# [EXERCISE DETAILS]
Will you transcribe all the entries word for word, skipping the pictures they hold?

....................

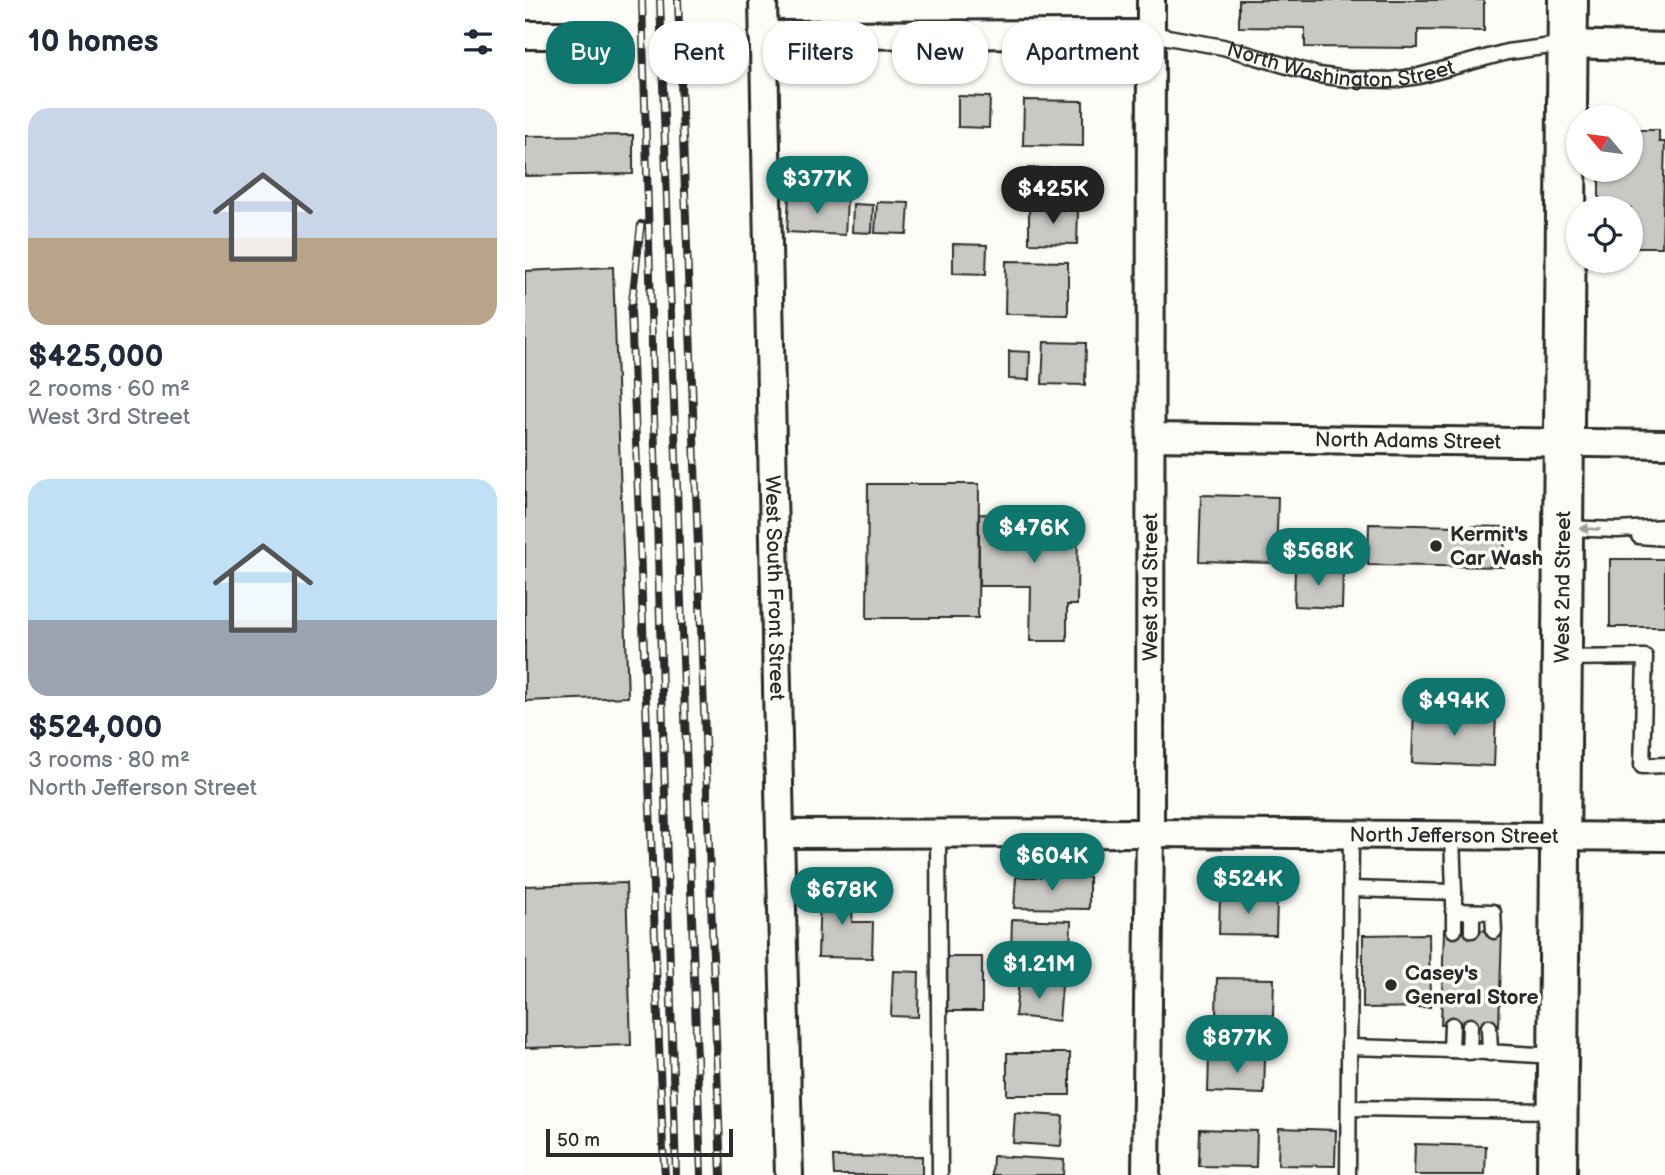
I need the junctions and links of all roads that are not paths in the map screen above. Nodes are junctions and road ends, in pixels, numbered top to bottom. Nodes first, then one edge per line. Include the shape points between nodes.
1 (763, 0) edge
2 (1151, 0) edge
3 (1568, 0) edge
4 (764, 21) edge
5 (1151, 21) edge
6 (1002, 34) edge
7 (525, 35) edge
8 (546, 35) edge
9 (878, 35) edge
10 (1163, 36) edge
11 (1568, 44) junction
12 (1665, 47) edge
13 (765, 84) edge
14 (1151, 84) edge
15 (1151, 437) junction
16 (1564, 442) junction
17 (1665, 444) edge
18 (1562, 527) junction
19 (1665, 527) edge
20 (1618, 530) junction
21 (1665, 538) edge
22 (1562, 658) junction
23 (1665, 765) edge
24 (1150, 833) junction
25 (780, 834) junction
26 (938, 834) junction
27 (1351, 835) junction
28 (1451, 835) junction
29 (1561, 836) junction
30 (1665, 837) edge
31 (1351, 889) junction
32 (1454, 892) junction
33 (1454, 911) junction
34 (1472, 912) junction
35 (1454, 930) dead end
36 (1472, 930) dead end
37 (1494, 931) dead end
38 (1452, 1025) dead end
39 (1470, 1026) dead end
40 (1489, 1027) dead end
41 (1349, 1047) junction
42 (1451, 1050) junction
43 (1469, 1052) junction
44 (1490, 1053) junction
45 (1559, 1056) junction
46 (1349, 1108) junction
47 (1558, 1111) junction
48 (789, 1175) edge
49 (940, 1175) edge
50 (1146, 1175) edge
51 (1348, 1175) edge
52 (1557, 1175) edge

1 - 4 street, West South Front Street
2 - 5 street, West 3rd Street
3 - 11 highway, West 2nd Street
6 - 9 street, North Washington Street
7 - 8 street
10 - 11 lane, North Washington Street via 1223,47 1318,75 1391,80 1507,52
11 - 12 street, North Washington Street
11 - 16 highway, West 2nd Street
13 - 25 street, West South Front Street
14 - 15 street, West 3rd Street
15 - 16 street, North Adams Street
15 - 24 street, West 3rd Street
16 - 17 street, North Adams Street
16 - 18 highway, West 2nd Street
20 -> 18 lane
18 - 22 highway, West 2nd Street
19 - 20 lane
20 - 21 lane via 1628,536
22 - 23 lane via 1645,657 1642,766
22 - 29 highway, West 2nd Street
24 - 26 street, North Jefferson Street
24 - 27 street, North Jefferson Street
24 - 50 street, West 3rd Street
25 - 26 street, North Jefferson Street
25 - 48 street, West South Front Street
26 - 49 lane
27 - 28 street, North Jefferson Street
27 - 31 lane
28 - 29 street, North Jefferson Street
28 - 32 lane
29 - 30 street, North Jefferson Street
29 - 45 highway, West 2nd Street
31 - 32 lane
31 - 41 lane
32 - 33 lane
33 - 34 lane
33 - 35 lane
34 - 36 lane
34 - 37 lane via 1493,912
38 - 42 lane
39 - 43 lane
40 - 44 lane
41 - 42 lane
41 - 46 lane
42 - 43 lane
43 - 44 lane
44 - 45 lane
45 - 47 highway, West 2nd Street
46 - 47 lane
46 - 51 lane
47 - 52 highway, West 2nd Street

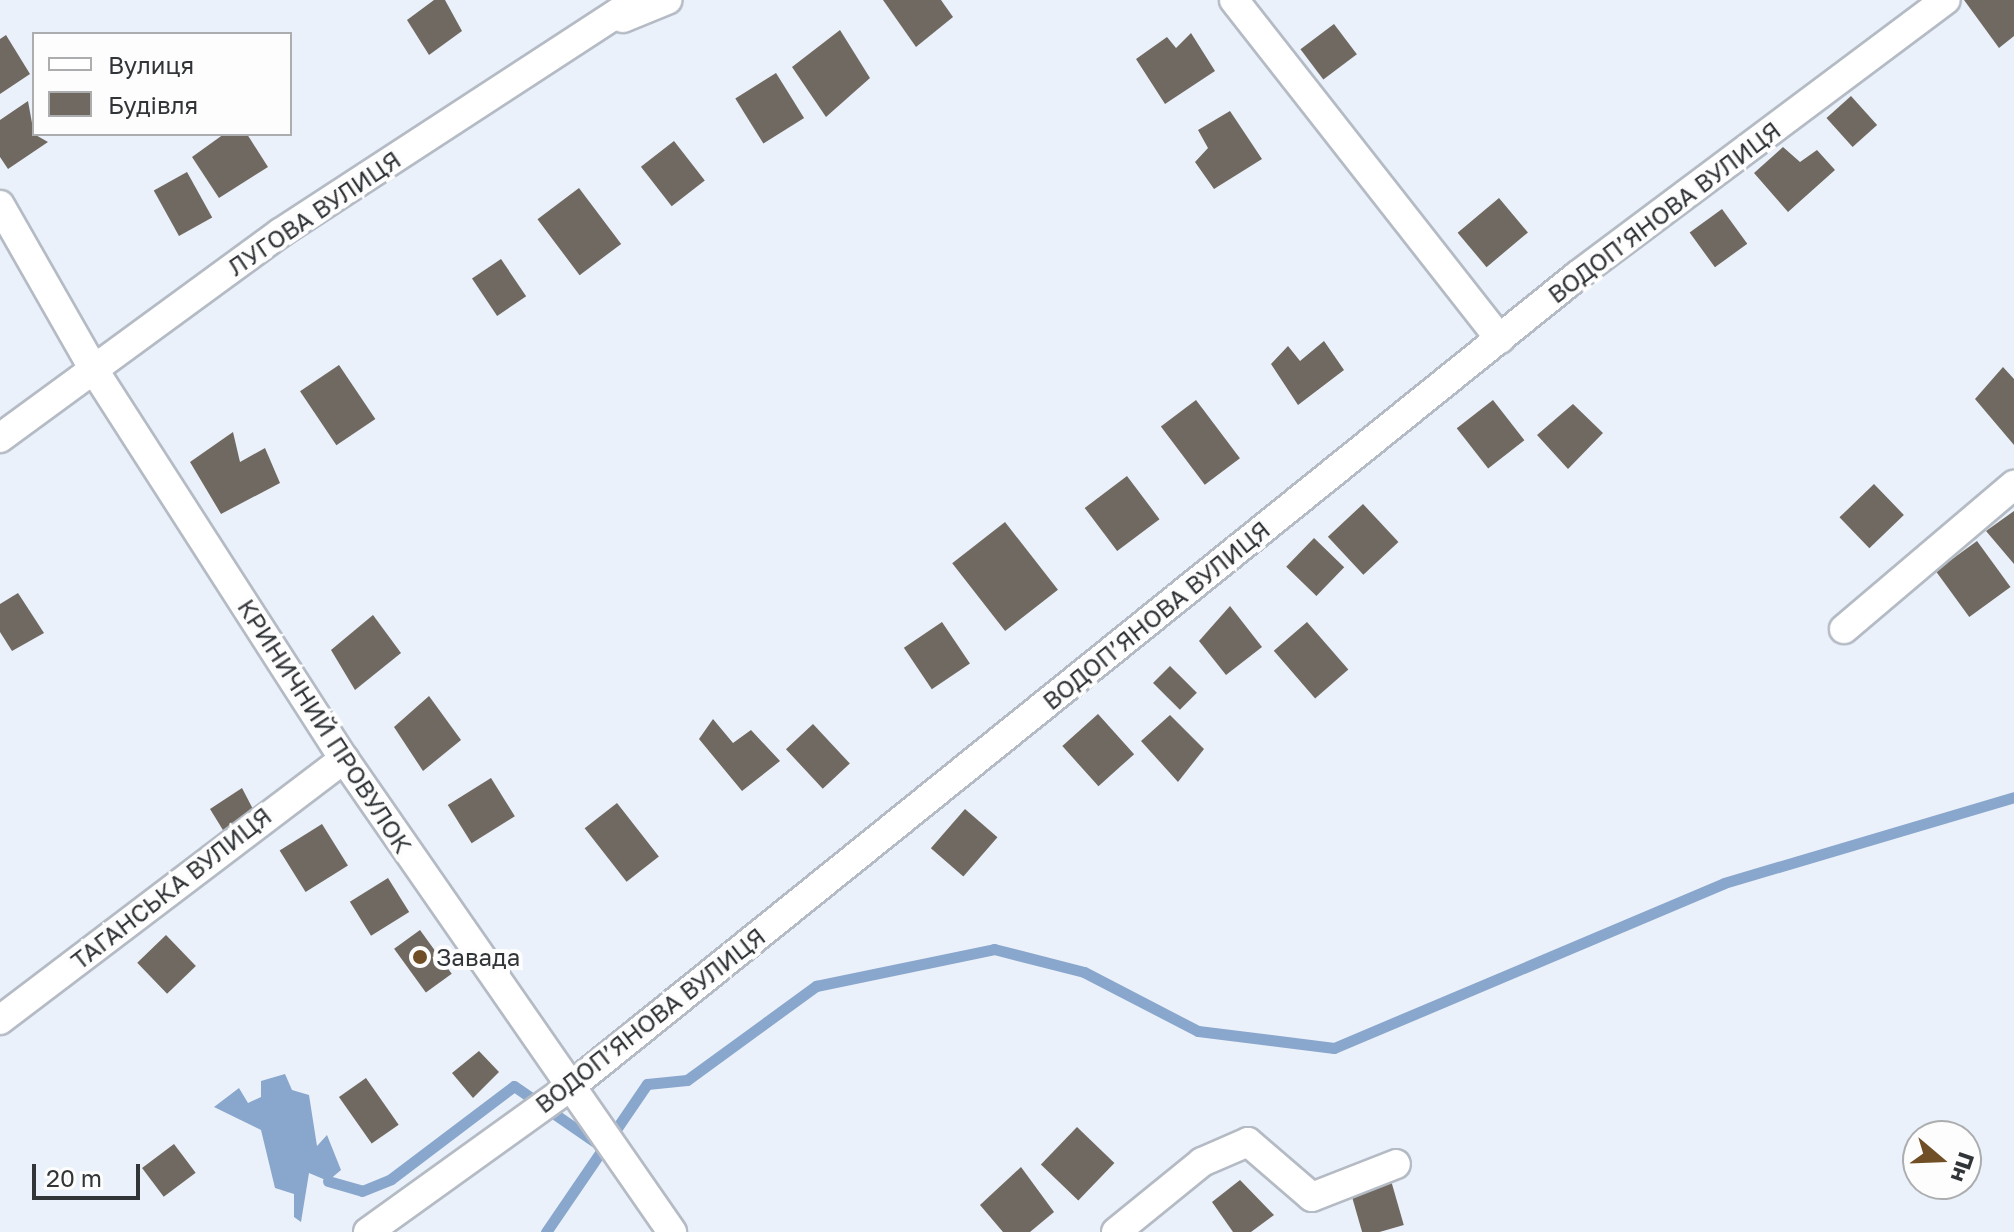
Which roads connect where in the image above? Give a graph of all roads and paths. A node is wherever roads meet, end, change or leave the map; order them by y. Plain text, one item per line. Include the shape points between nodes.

....................

# [EXERCISE OUTPUT]
I need the junctions and links of all roads that are not paths in the map screen above. Nodes are junctions and road ends, in pixels, numbered top to bottom. Nodes first, then one edge per line. Include the shape points between nodes.
1 (763, 0) edge
2 (1151, 0) edge
3 (1568, 0) edge
4 (764, 21) edge
5 (1151, 21) edge
6 (1002, 34) edge
7 (525, 35) edge
8 (546, 35) edge
9 (878, 35) edge
10 (1163, 36) edge
11 (1568, 44) junction
12 (1665, 47) edge
13 (765, 84) edge
14 (1151, 84) edge
15 (1151, 437) junction
16 (1564, 442) junction
17 (1665, 444) edge
18 (1562, 527) junction
19 (1665, 527) edge
20 (1618, 530) junction
21 (1665, 538) edge
22 (1562, 658) junction
23 (1665, 765) edge
24 (1150, 833) junction
25 (780, 834) junction
26 (938, 834) junction
27 (1351, 835) junction
28 (1451, 835) junction
29 (1561, 836) junction
30 (1665, 837) edge
31 (1351, 889) junction
32 (1454, 892) junction
33 (1454, 911) junction
34 (1472, 912) junction
35 (1454, 930) dead end
36 (1472, 930) dead end
37 (1494, 931) dead end
38 (1452, 1025) dead end
39 (1470, 1026) dead end
40 (1489, 1027) dead end
41 (1349, 1047) junction
42 (1451, 1050) junction
43 (1469, 1052) junction
44 (1490, 1053) junction
45 (1559, 1056) junction
46 (1349, 1108) junction
47 (1558, 1111) junction
48 (789, 1175) edge
49 (940, 1175) edge
50 (1146, 1175) edge
51 (1348, 1175) edge
52 (1557, 1175) edge

1 - 4 street, West South Front Street
2 - 5 street, West 3rd Street
3 - 11 highway, West 2nd Street
6 - 9 street, North Washington Street
7 - 8 street
10 - 11 lane, North Washington Street via 1223,47 1318,75 1391,80 1507,52
11 - 12 street, North Washington Street
11 - 16 highway, West 2nd Street
13 - 25 street, West South Front Street
14 - 15 street, West 3rd Street
15 - 16 street, North Adams Street
15 - 24 street, West 3rd Street
16 - 17 street, North Adams Street
16 - 18 highway, West 2nd Street
20 -> 18 lane
18 - 22 highway, West 2nd Street
19 - 20 lane
20 - 21 lane via 1628,536
22 - 23 lane via 1645,657 1642,766
22 - 29 highway, West 2nd Street
24 - 26 street, North Jefferson Street
24 - 27 street, North Jefferson Street
24 - 50 street, West 3rd Street
25 - 26 street, North Jefferson Street
25 - 48 street, West South Front Street
26 - 49 lane
27 - 28 street, North Jefferson Street
27 - 31 lane
28 - 29 street, North Jefferson Street
28 - 32 lane
29 - 30 street, North Jefferson Street
29 - 45 highway, West 2nd Street
31 - 32 lane
31 - 41 lane
32 - 33 lane
33 - 34 lane
33 - 35 lane
34 - 36 lane
34 - 37 lane via 1493,912
38 - 42 lane
39 - 43 lane
40 - 44 lane
41 - 42 lane
41 - 46 lane
42 - 43 lane
43 - 44 lane
44 - 45 lane
45 - 47 highway, West 2nd Street
46 - 47 lane
46 - 51 lane
47 - 52 highway, West 2nd Street

Which roads connect where in the image above? Give a graph of all roads and paths. A node is wherever roads meet, end, change or leave the map; order them by y. Plain text, one item per line. Include the shape points between nodes.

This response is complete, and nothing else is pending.